▶ [Work task] Only the lines from the one containing "Road topology of" to the end of the data below belong in the answer, each repeated exactly; no pictures.

▶ [Saved data entries]
▬▬▬

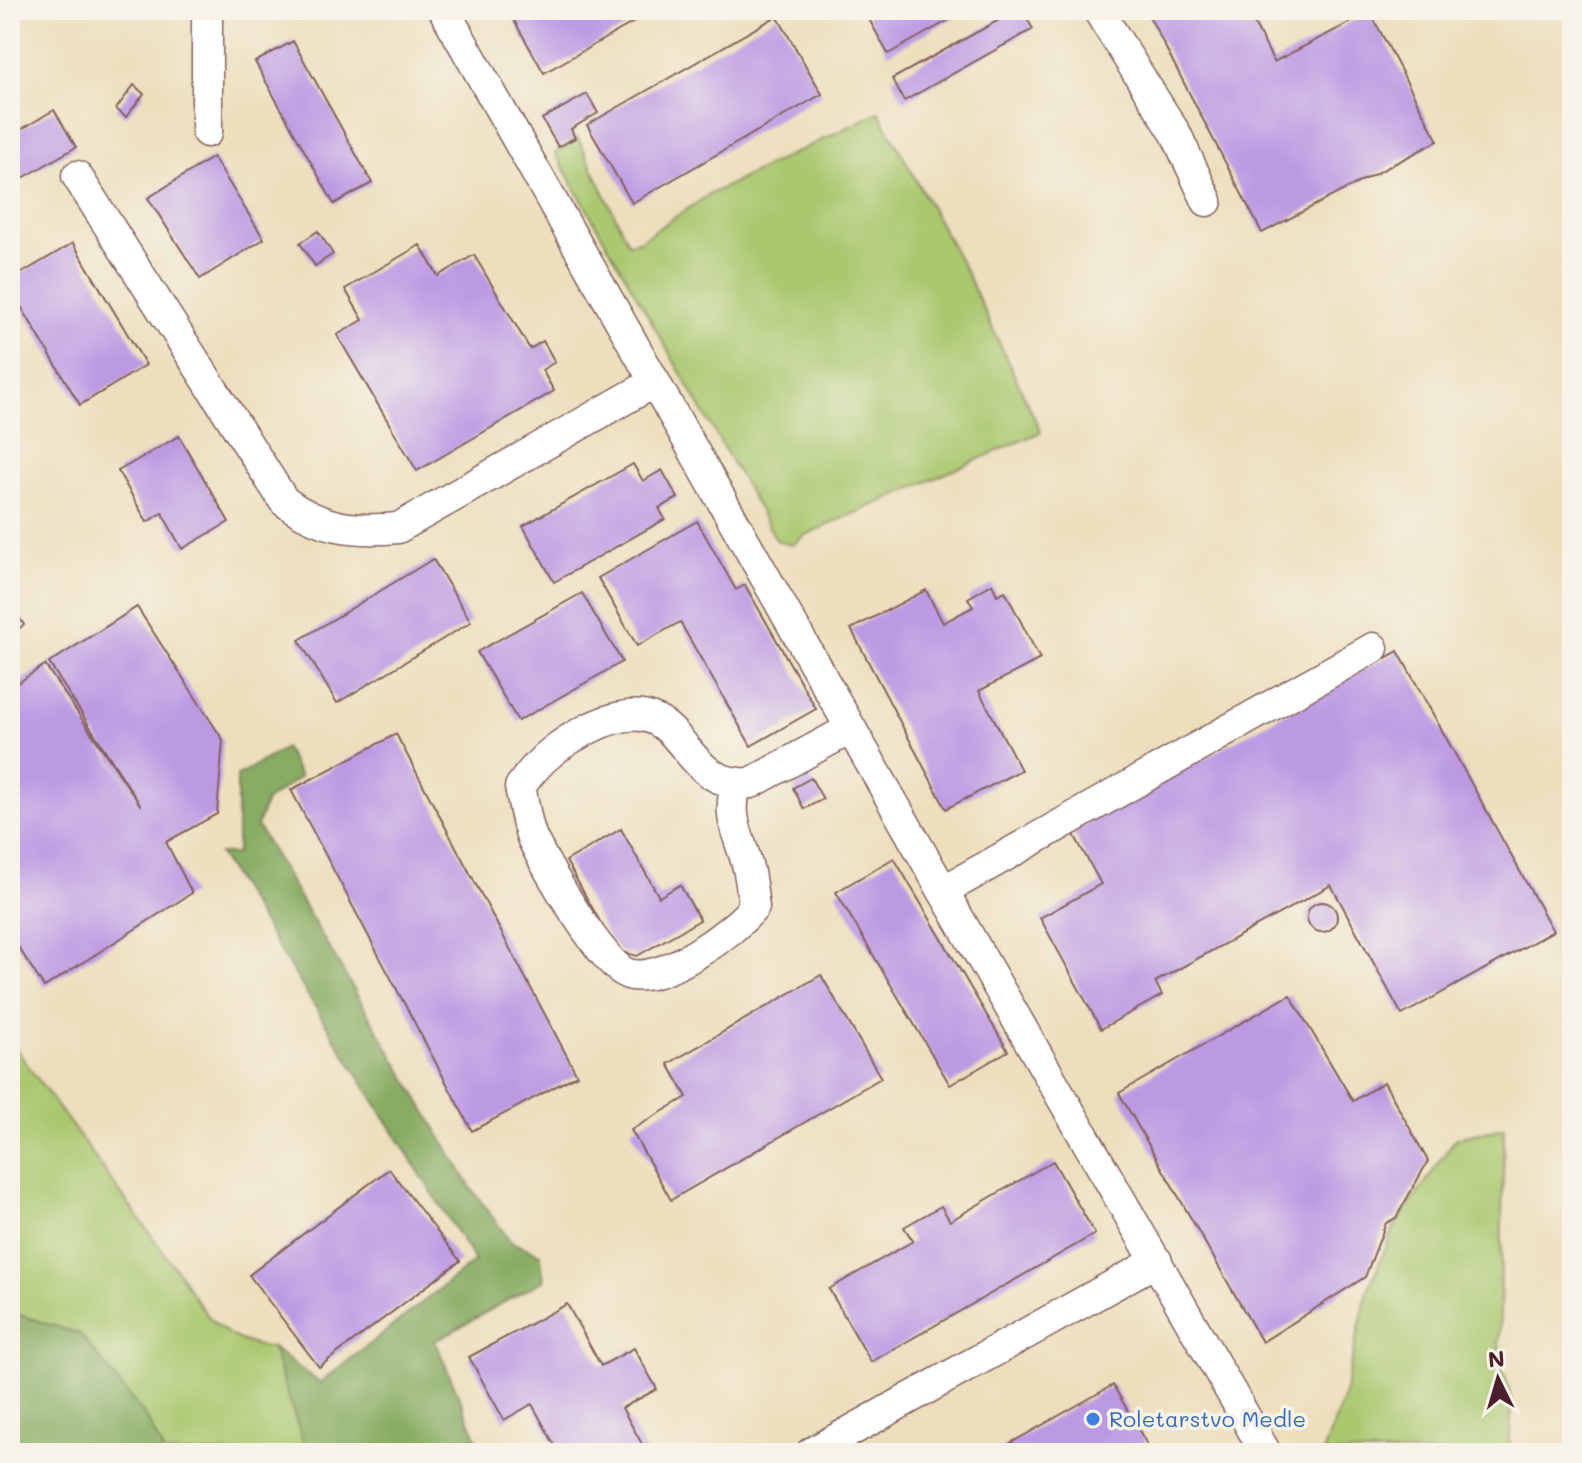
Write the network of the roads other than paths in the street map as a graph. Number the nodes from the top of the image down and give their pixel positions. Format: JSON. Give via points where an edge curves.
{"nodes":[{"id":1,"x":207,"y":10,"type":"edge"},
{"id":2,"x":444,"y":10,"type":"edge"},
{"id":3,"x":1098,"y":10,"type":"edge"},
{"id":4,"x":207,"y":132,"type":"dead end"},
{"id":5,"x":77,"y":176,"type":"dead end"},
{"id":6,"x":1207,"y":201,"type":"dead end"},
{"id":7,"x":655,"y":382,"type":"junction"},
{"id":8,"x":1373,"y":648,"type":"dead end"},
{"id":9,"x":850,"y":729,"type":"junction"},
{"id":10,"x":736,"y":784,"type":"junction"},
{"id":11,"x":943,"y":891,"type":"junction"},
{"id":12,"x":1157,"y":1261,"type":"junction"},
{"id":13,"x":811,"y":1453,"type":"edge"},
{"id":14,"x":1266,"y":1453,"type":"edge"}],
"edges":[{"from":1,"to":4,"type":"street"},
{"from":2,"to":7,"type":"street"},
{"from":3,"to":6,"type":"street","via":[[1176,134]]},
{"from":5,"to":7,"type":"street","via":[[284,501],[333,527],[360,532],[398,528]]},
{"from":7,"to":9,"type":"street"},
{"from":8,"to":11,"type":"street"},
{"from":9,"to":10,"type":"street","via":[[762,778]]},
{"from":9,"to":11,"type":"street"},
{"from":10,"to":10,"type":"street","via":[[711,777],[667,726],[649,716],[630,715],[604,721],[552,749],[520,787],[532,838],[612,965],[630,975],[662,968],[738,927],[754,907],[730,805]]},
{"from":11,"to":12,"type":"street"},
{"from":12,"to":13,"type":"street"},
{"from":12,"to":14,"type":"street"}]}
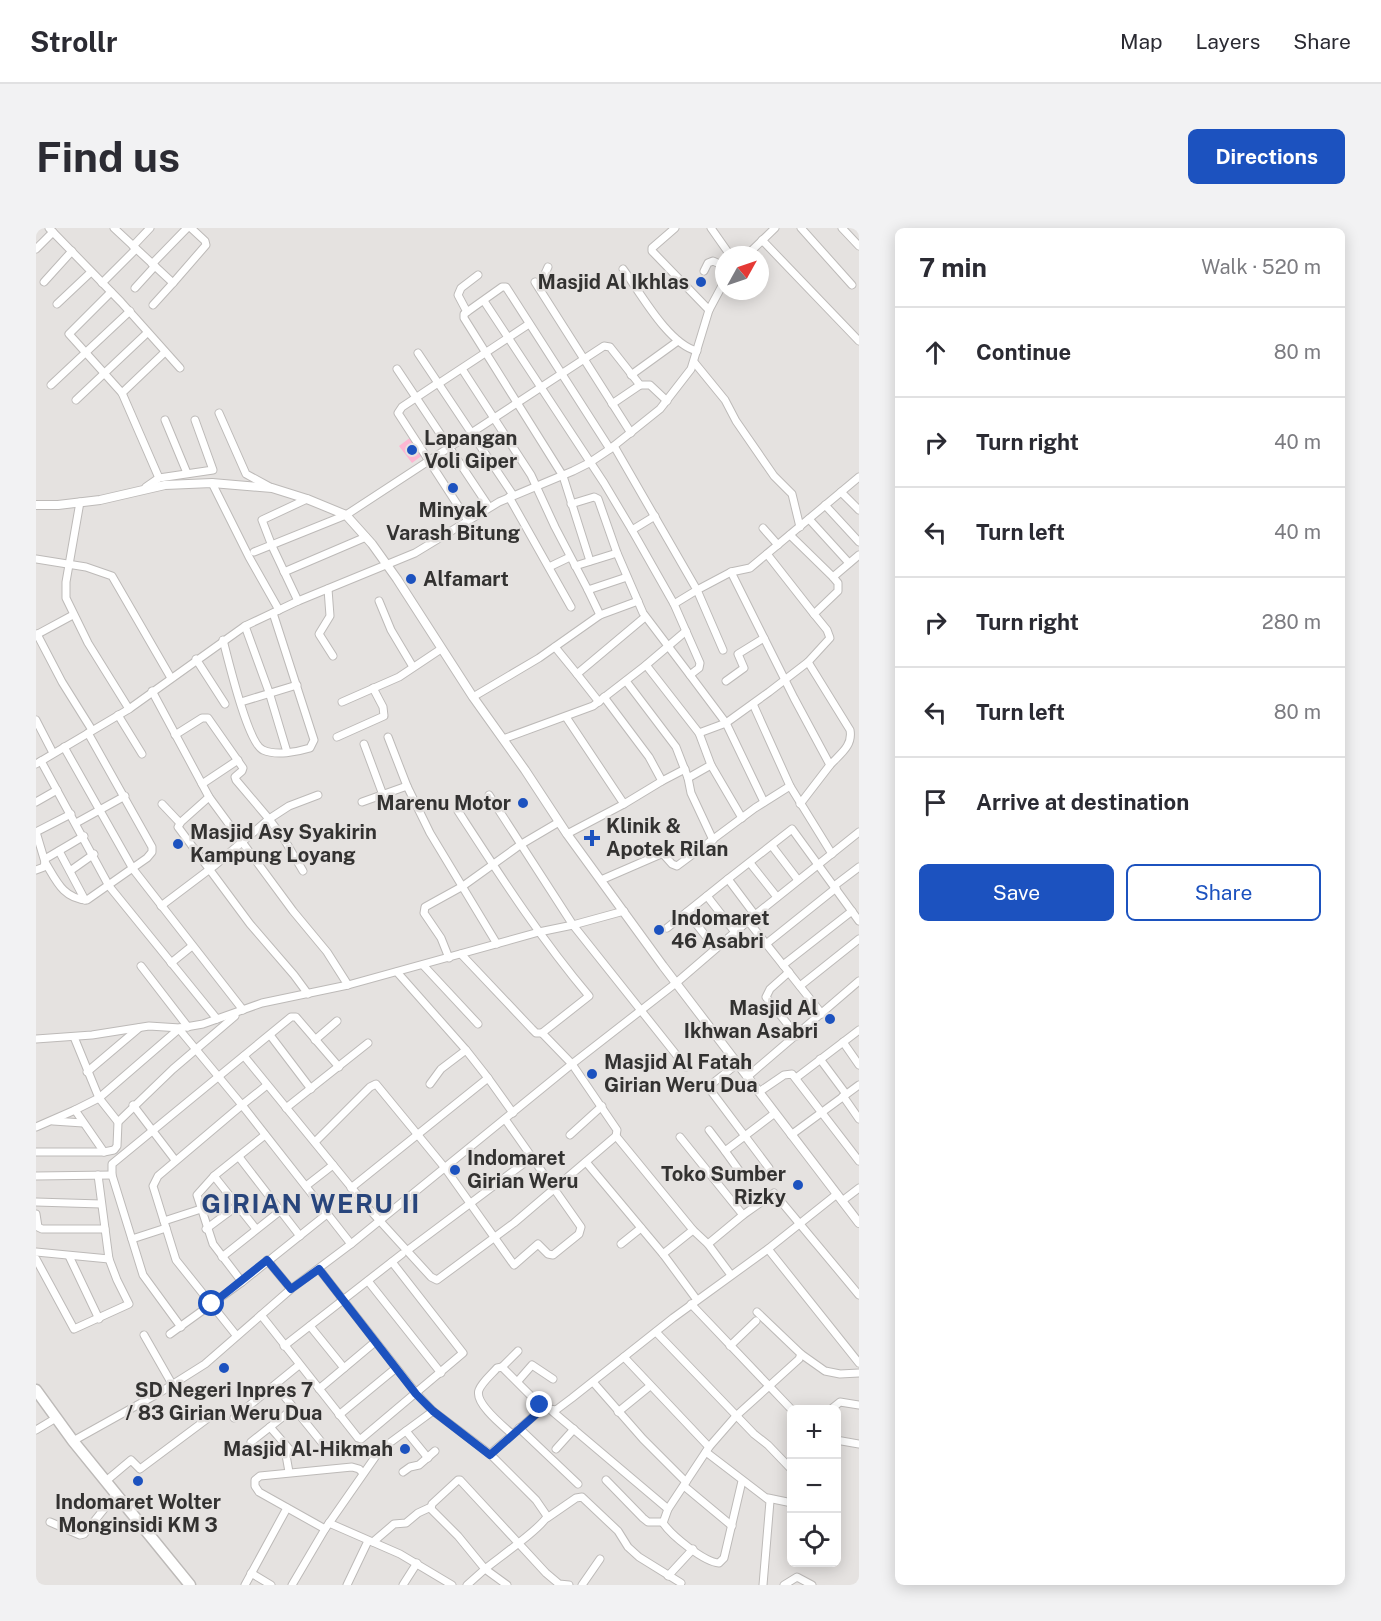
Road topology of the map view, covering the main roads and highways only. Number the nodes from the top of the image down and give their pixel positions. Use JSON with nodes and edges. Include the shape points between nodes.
{"nodes":[{"id":1,"x":36,"y":1390,"type":"edge"},
{"id":2,"x":190,"y":1585,"type":"edge"}],
"edges":[{"from":1,"to":2,"type":"highway"}]}
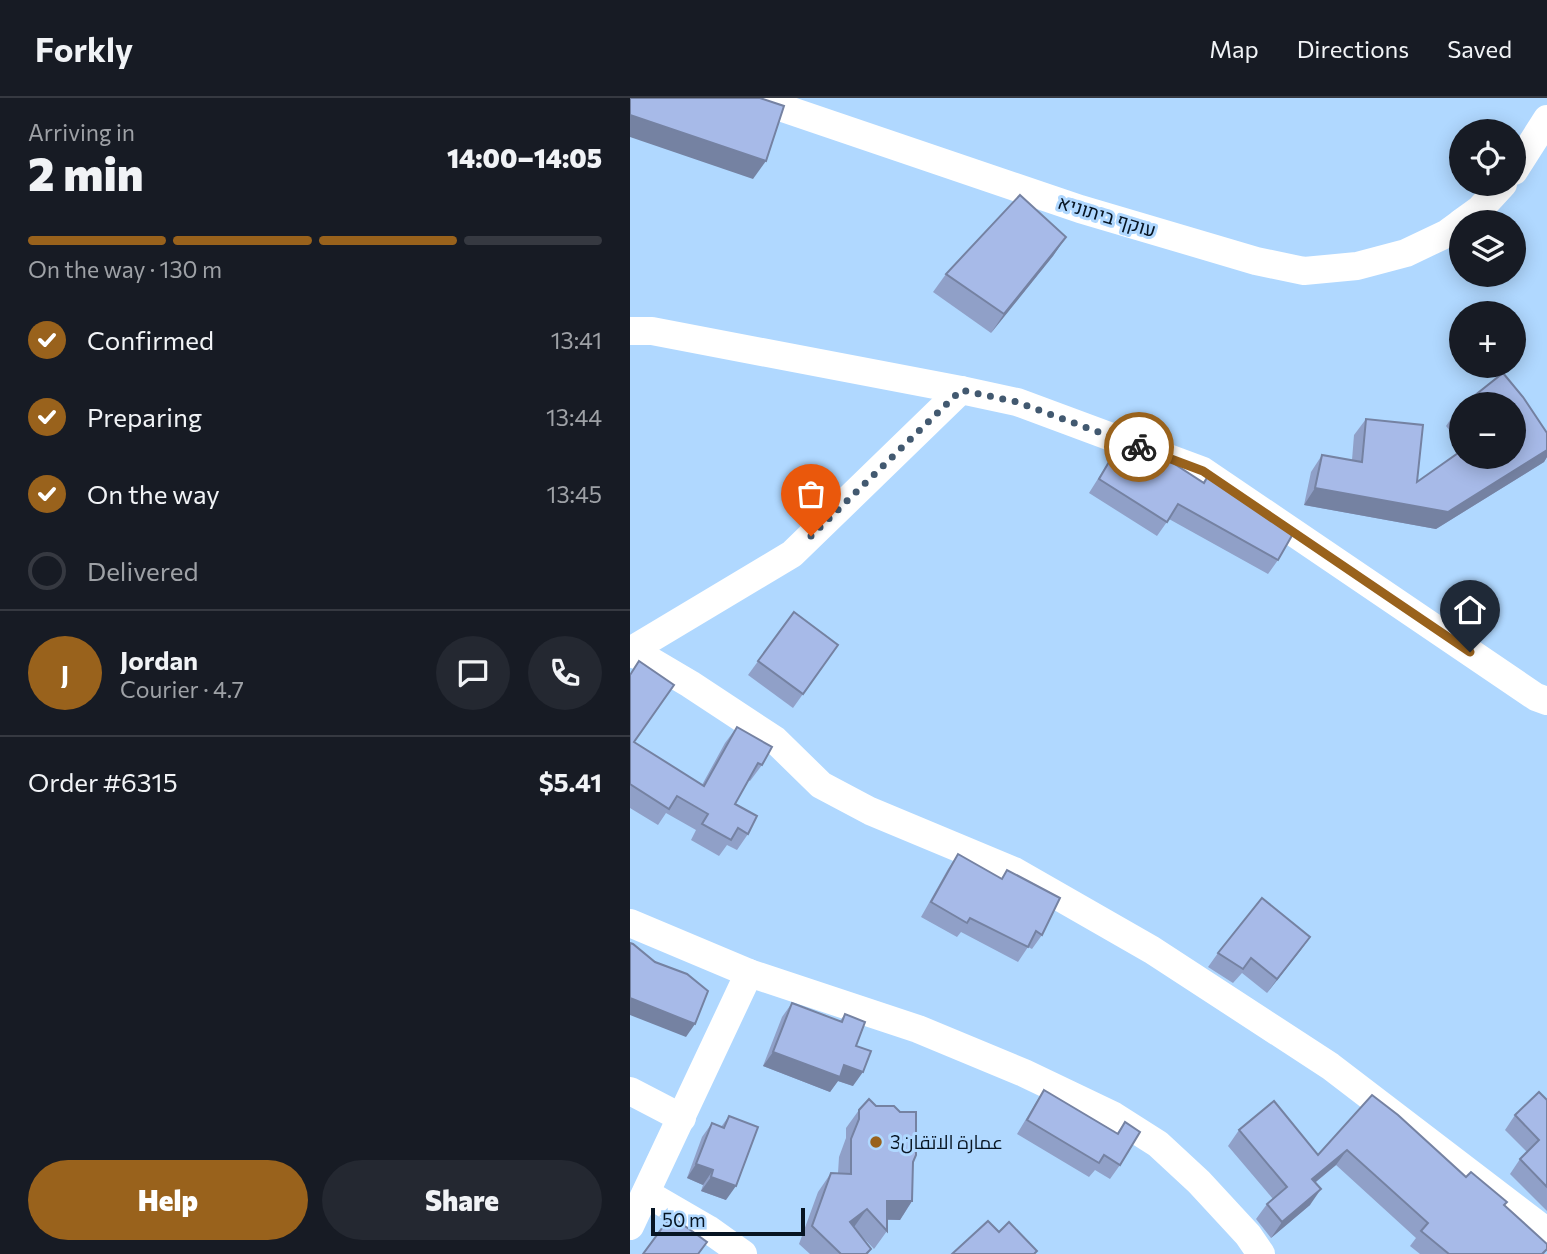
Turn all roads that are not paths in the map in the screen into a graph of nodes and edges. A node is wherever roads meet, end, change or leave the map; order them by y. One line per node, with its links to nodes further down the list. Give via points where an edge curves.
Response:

▬▬▬

▶ [Exercise result]
Road topology of the map view, covering the main roads and highways only. Number the nodes from the top of the image down and give their pixel positions. Use JSON with nodes and edges. Include the shape points between nodes.
{"nodes":[{"id":1,"x":36,"y":1390,"type":"edge"},
{"id":2,"x":190,"y":1585,"type":"edge"}],
"edges":[{"from":1,"to":2,"type":"highway"}]}
Turn all roads that are not paths in the map in the screen into a graph of nodes and edges. A node is wherever roads meet, end, change or leave the map; order them by y. One line per node, with its links to nodes further down the list. Give via points where an edge curves.
Response:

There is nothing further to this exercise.